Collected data
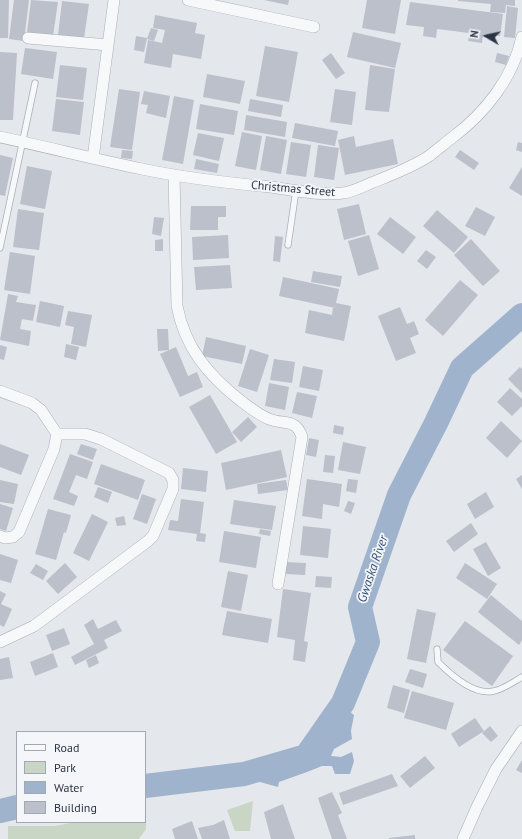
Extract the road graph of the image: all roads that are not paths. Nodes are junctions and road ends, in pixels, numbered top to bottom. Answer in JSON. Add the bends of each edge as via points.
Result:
{"nodes":[{"id":1,"x":114,"y":0,"type":"edge"},
{"id":2,"x":188,"y":0,"type":"edge"},
{"id":3,"x":314,"y":27,"type":"dead end"},
{"id":4,"x":28,"y":38,"type":"dead end"},
{"id":5,"x":522,"y":38,"type":"edge"},
{"id":6,"x":108,"y":45,"type":"junction"},
{"id":7,"x":35,"y":83,"type":"dead end"},
{"id":8,"x":0,"y":137,"type":"edge"},
{"id":9,"x":23,"y":142,"type":"junction"},
{"id":10,"x":93,"y":158,"type":"junction"},
{"id":11,"x":174,"y":175,"type":"junction"},
{"id":12,"x":296,"y":190,"type":"junction"},
{"id":13,"x":288,"y":245,"type":"dead end"},
{"id":14,"x":0,"y":248,"type":"edge"},
{"id":15,"x":0,"y":391,"type":"edge"},
{"id":16,"x":57,"y":434,"type":"junction"},
{"id":17,"x":0,"y":536,"type":"edge"},
{"id":18,"x":278,"y":584,"type":"dead end"},
{"id":19,"x":0,"y":642,"type":"edge"},
{"id":20,"x":437,"y":649,"type":"dead end"},
{"id":21,"x":522,"y":677,"type":"edge"},
{"id":22,"x":522,"y":731,"type":"edge"},
{"id":23,"x":463,"y":839,"type":"edge"}],
"edges":[{"from":1,"to":6,"type":"street"},
{"from":2,"to":3,"type":"street"},
{"from":4,"to":6,"type":"street"},
{"from":5,"to":12,"type":"street","name":"Christmas Street","via":[[510,71],[495,94],[479,114],[429,156],[393,174],[344,193]]},
{"from":6,"to":10,"type":"street"},
{"from":7,"to":9,"type":"lane"},
{"from":8,"to":9,"type":"street","name":"Christmas Street"},
{"from":9,"to":10,"type":"street","name":"Christmas Street"},
{"from":9,"to":14,"type":"lane"},
{"from":10,"to":11,"type":"street","name":"Christmas Street"},
{"from":11,"to":12,"type":"street","name":"Christmas Street"},
{"from":11,"to":18,"type":"street","via":[[177,306],[180,323],[188,340],[202,364],[227,389],[269,419],[293,424],[299,428],[302,437]]},
{"from":12,"to":13,"type":"lane"},
{"from":15,"to":16,"type":"street","via":[[32,403],[41,410]]},
{"from":16,"to":17,"type":"street","via":[[54,449],[20,532],[13,537]]},
{"from":16,"to":19,"type":"street","via":[[85,434],[101,439],[169,473],[173,480],[173,489],[153,536],[148,541],[34,626]]},
{"from":20,"to":21,"type":"lane","via":[[438,662],[474,690],[495,691]]},
{"from":22,"to":23,"type":"street","via":[[496,770]]}]}
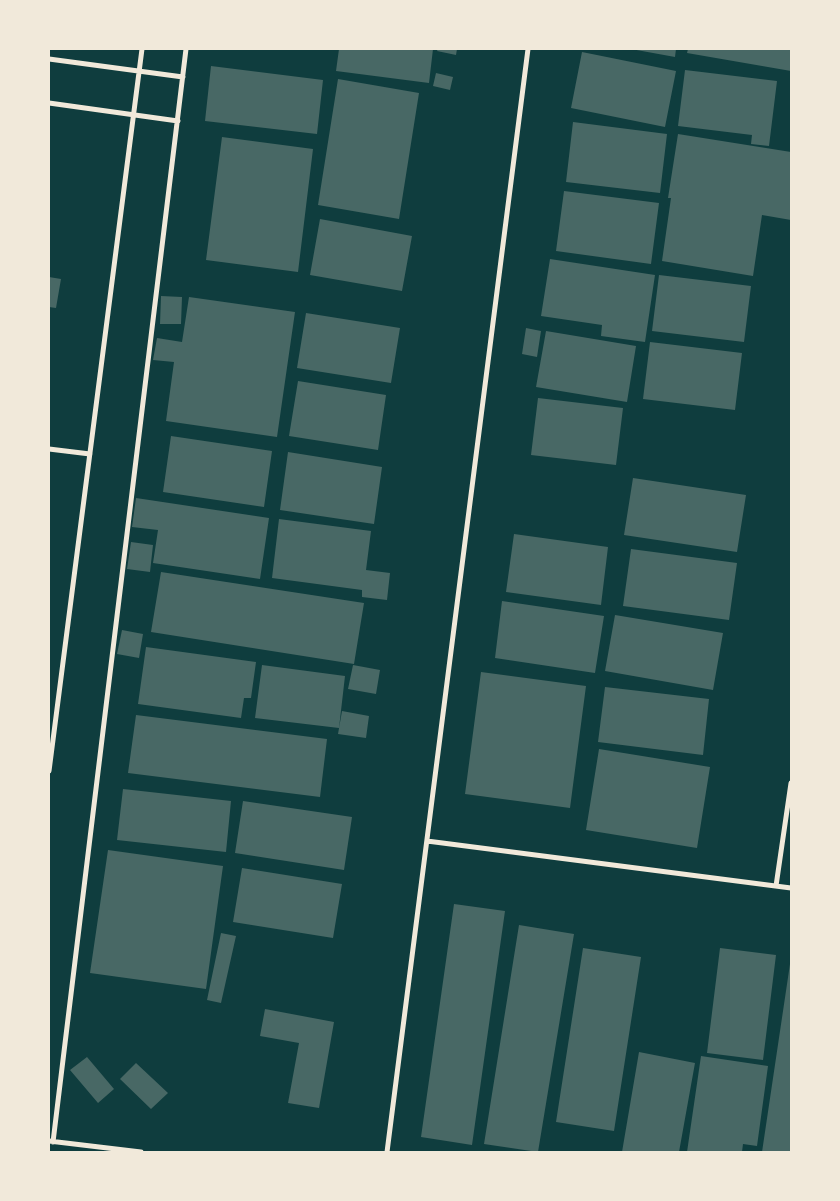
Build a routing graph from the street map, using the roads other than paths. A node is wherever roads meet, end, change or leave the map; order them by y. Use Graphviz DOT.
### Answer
graph roads {
  1 [pos="142,49"];
  2 [pos="186,49"];
  3 [pos="528,49"];
  4 [pos="49,59"];
  5 [pos="140,71"];
  6 [pos="183,77"];
  7 [pos="49,103"];
  8 [pos="134,115"];
  9 [pos="178,121"];
  10 [pos="49,449"];
  11 [pos="90,454"];
  12 [pos="49,771"];
  13 [pos="791,783"];
  14 [pos="427,842"];
  15 [pos="776,886"];
  16 [pos="791,888"];
  17 [pos="51,1141"];
  18 [pos="141,1152"];
  19 [pos="388,1152"];
  1 -- 5 [label="street"];
  2 -- 6 [label="street"];
  3 -- 14 [label="street"];
  4 -- 5 [label="street"];
  5 -- 6 [label="street"];
  5 -- 8 [label="street"];
  6 -- 9 [label="street"];
  7 -- 8 [label="street"];
  8 -- 9 [label="street"];
  8 -- 11 [label="street"];
  9 -- 17 [label="street"];
  10 -- 11 [label="street"];
  11 -- 12 [label="street"];
  13 -- 15 [label="street"];
  14 -- 15 [label="street"];
  14 -- 19 [label="street"];
  15 -- 16 [label="street"];
  17 -- 18 [label="street"];
}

Task statement:
Return every line above in which the string "paths" occurs.

Output of the exercise:
Extract the road graph of the image: all roads that are not paths. Nodes are junctions and road ends, in pixels, numbered top to bottom. Answer in JSON. Add the bends of each edge as via points.
Build a routing graph from the street map, using the roads other than paths. A node is wherever roads meet, end, change or leave the map; order them by y. Use Graphviz DOT.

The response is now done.